● Your instructions: Write out the lines below once more, exactly as they appear. Do not include pictures.

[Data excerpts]
--------------------

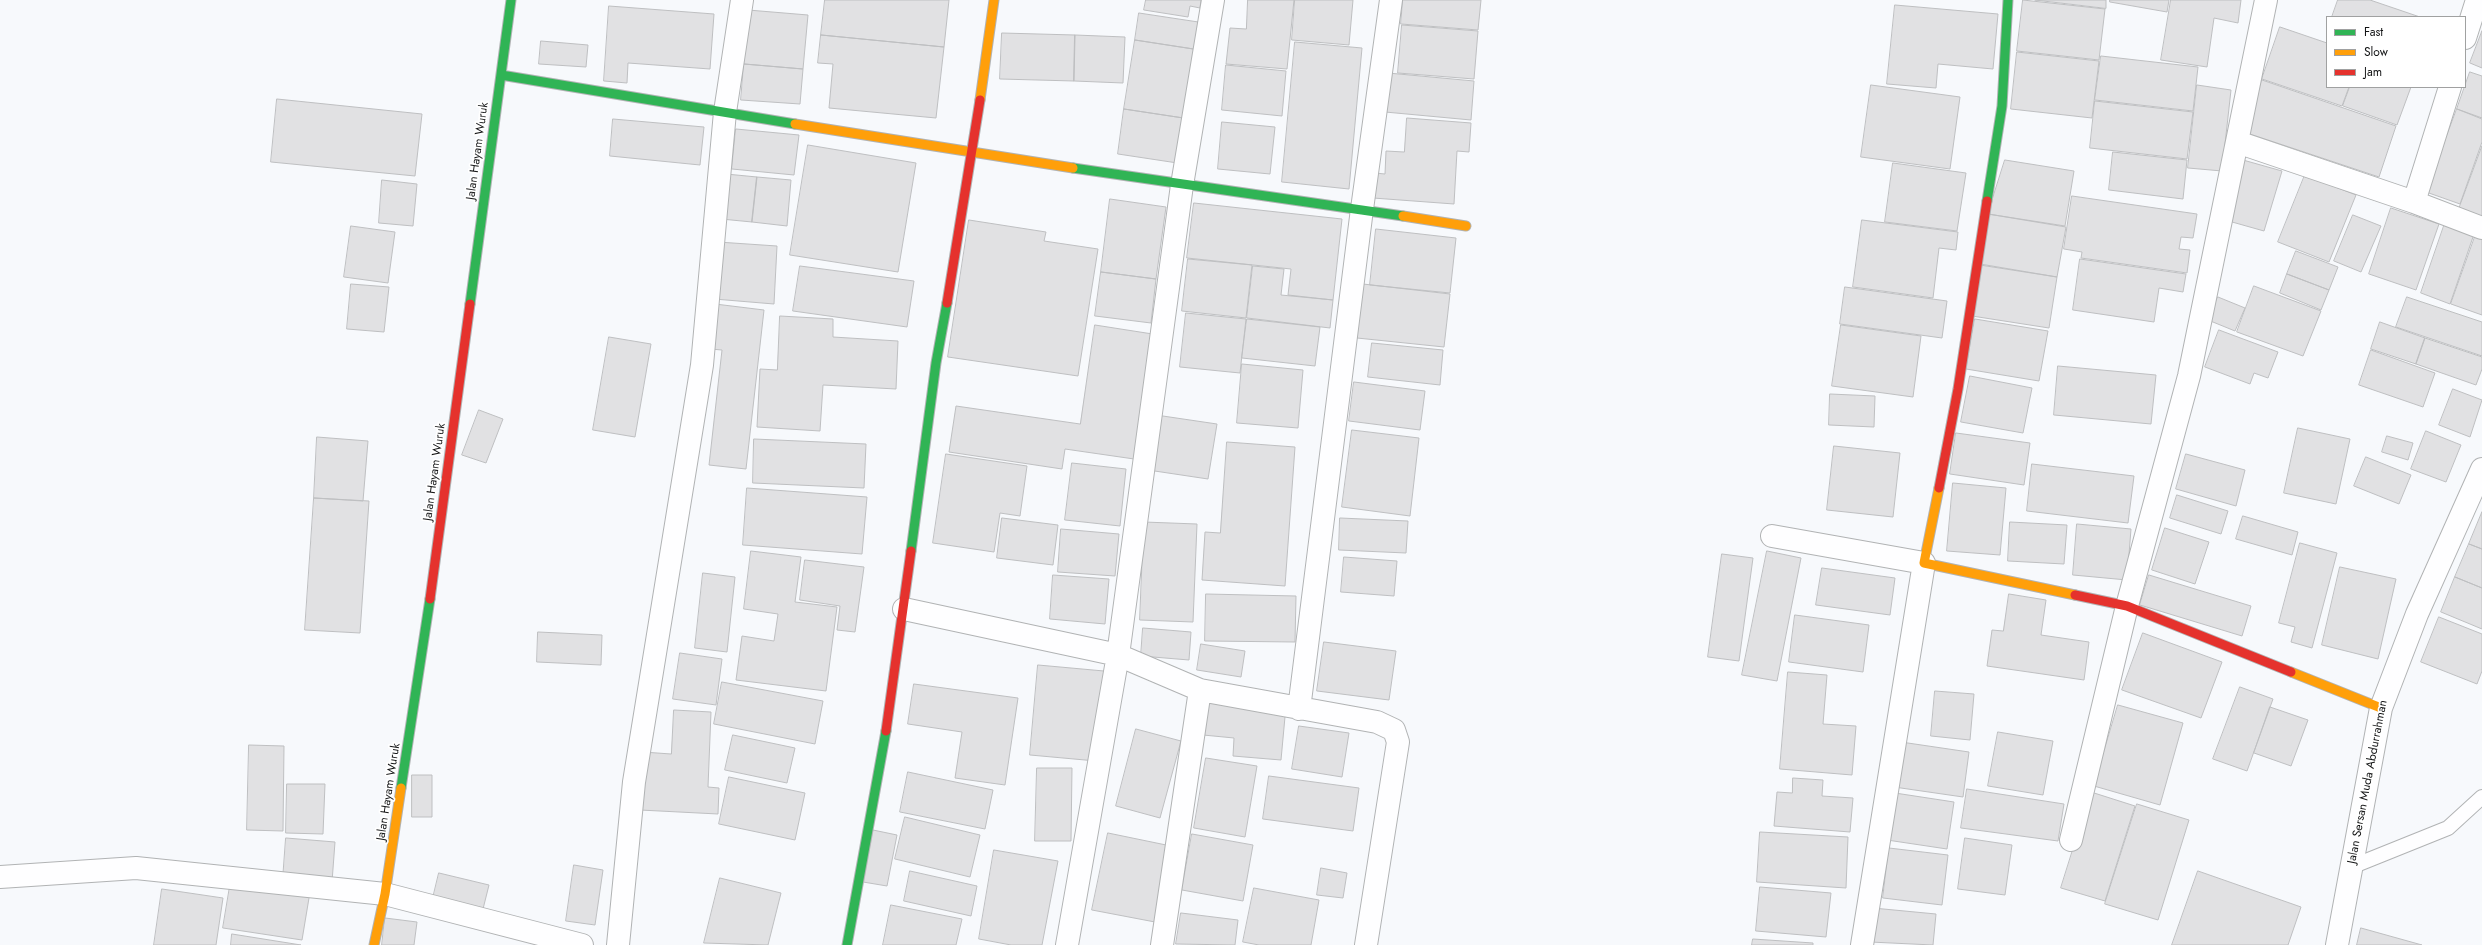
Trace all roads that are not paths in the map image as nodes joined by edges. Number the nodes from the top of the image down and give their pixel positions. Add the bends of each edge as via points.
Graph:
1 (511, 0) edge
2 (742, 0) edge
3 (994, 0) edge
4 (1213, 0) edge
5 (1391, 0) edge
6 (2008, 0) edge
7 (2266, 0) edge
8 (2477, 0) edge
9 (2466, 35) edge
10 (501, 75) junction
11 (2450, 88) edge
12 (725, 112) junction
13 (2237, 142) junction
14 (973, 154) junction
15 (1182, 185) junction
16 (2414, 202) junction
17 (1362, 209) junction
18 (1466, 226) dead end
19 (2482, 228) edge
20 (2482, 469) edge
21 (1772, 536) dead end
22 (1924, 563) junction
23 (2126, 606) junction
24 (904, 609) junction
25 (1118, 655) junction
26 (1200, 690) junction
27 (2381, 708) junction
28 (1299, 709) junction
29 (2482, 796) edge
30 (2071, 840) dead end
31 (2351, 867) junction
32 (0, 877) edge
33 (385, 894) junction
34 (374, 945) edge
35 (582, 945) edge
36 (618, 945) edge
37 (847, 945) edge
38 (1067, 945) edge
39 (1162, 945) edge
40 (1366, 945) edge
41 (1862, 945) edge
42 (2337, 945) edge

1 - 10 street, Jalan Hayam Wuruk
2 - 12 street
3 - 14 street
4 - 15 street
5 - 17 street
6 - 22 street via 2002,106 1958,389
7 - 13 street
8 - 9 street
10 - 12 street
10 - 33 street, Jalan Hayam Wuruk via 422,656
11 - 16 street
12 - 14 street
12 - 36 street via 702,365 634,782
13 - 16 street
13 - 23 street via 2189,376
14 - 15 street
14 - 24 street via 936,363
15 - 17 street
15 - 25 street
16 - 19 street
17 - 18 street
17 - 28 street
20 - 27 street, Jalan Sersan Muda Abdurrahman via 2417,614
21 - 22 street
22 - 23 street
22 - 41 street
23 - 27 street
23 - 30 street
24 - 25 street
24 - 37 street via 885,740
25 - 26 street
25 - 38 street
26 - 28 street
26 - 39 street
27 - 31 street, Jalan Sersan Muda Abdurrahman
28 - 40 street via 1377,722 1394,730 1398,742
29 - 31 lane via 2448,828
31 - 42 street, Jalan Sersan Muda Abdurrahman
32 - 33 street via 136,868
33 - 34 street, Jalan Hayam Wuruk
33 - 35 street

--------------------

● Your solution:
Trace all roads that are not paths in the map image as nodes joined by edges. Number the nodes from the top of the image down and give their pixel positions. Add the bends of each edge as via points.
Graph:
1 (511, 0) edge
2 (742, 0) edge
3 (994, 0) edge
4 (1213, 0) edge
5 (1391, 0) edge
6 (2008, 0) edge
7 (2266, 0) edge
8 (2477, 0) edge
9 (2466, 35) edge
10 (501, 75) junction
11 (2450, 88) edge
12 (725, 112) junction
13 (2237, 142) junction
14 (973, 154) junction
15 (1182, 185) junction
16 (2414, 202) junction
17 (1362, 209) junction
18 (1466, 226) dead end
19 (2482, 228) edge
20 (2482, 469) edge
21 (1772, 536) dead end
22 (1924, 563) junction
23 (2126, 606) junction
24 (904, 609) junction
25 (1118, 655) junction
26 (1200, 690) junction
27 (2381, 708) junction
28 (1299, 709) junction
29 (2482, 796) edge
30 (2071, 840) dead end
31 (2351, 867) junction
32 (0, 877) edge
33 (385, 894) junction
34 (374, 945) edge
35 (582, 945) edge
36 (618, 945) edge
37 (847, 945) edge
38 (1067, 945) edge
39 (1162, 945) edge
40 (1366, 945) edge
41 (1862, 945) edge
42 (2337, 945) edge

1 - 10 street, Jalan Hayam Wuruk
2 - 12 street
3 - 14 street
4 - 15 street
5 - 17 street
6 - 22 street via 2002,106 1958,389
7 - 13 street
8 - 9 street
10 - 12 street
10 - 33 street, Jalan Hayam Wuruk via 422,656
11 - 16 street
12 - 14 street
12 - 36 street via 702,365 634,782
13 - 16 street
13 - 23 street via 2189,376
14 - 15 street
14 - 24 street via 936,363
15 - 17 street
15 - 25 street
16 - 19 street
17 - 18 street
17 - 28 street
20 - 27 street, Jalan Sersan Muda Abdurrahman via 2417,614
21 - 22 street
22 - 23 street
22 - 41 street
23 - 27 street
23 - 30 street
24 - 25 street
24 - 37 street via 885,740
25 - 26 street
25 - 38 street
26 - 28 street
26 - 39 street
27 - 31 street, Jalan Sersan Muda Abdurrahman
28 - 40 street via 1377,722 1394,730 1398,742
29 - 31 lane via 2448,828
31 - 42 street, Jalan Sersan Muda Abdurrahman
32 - 33 street via 136,868
33 - 34 street, Jalan Hayam Wuruk
33 - 35 street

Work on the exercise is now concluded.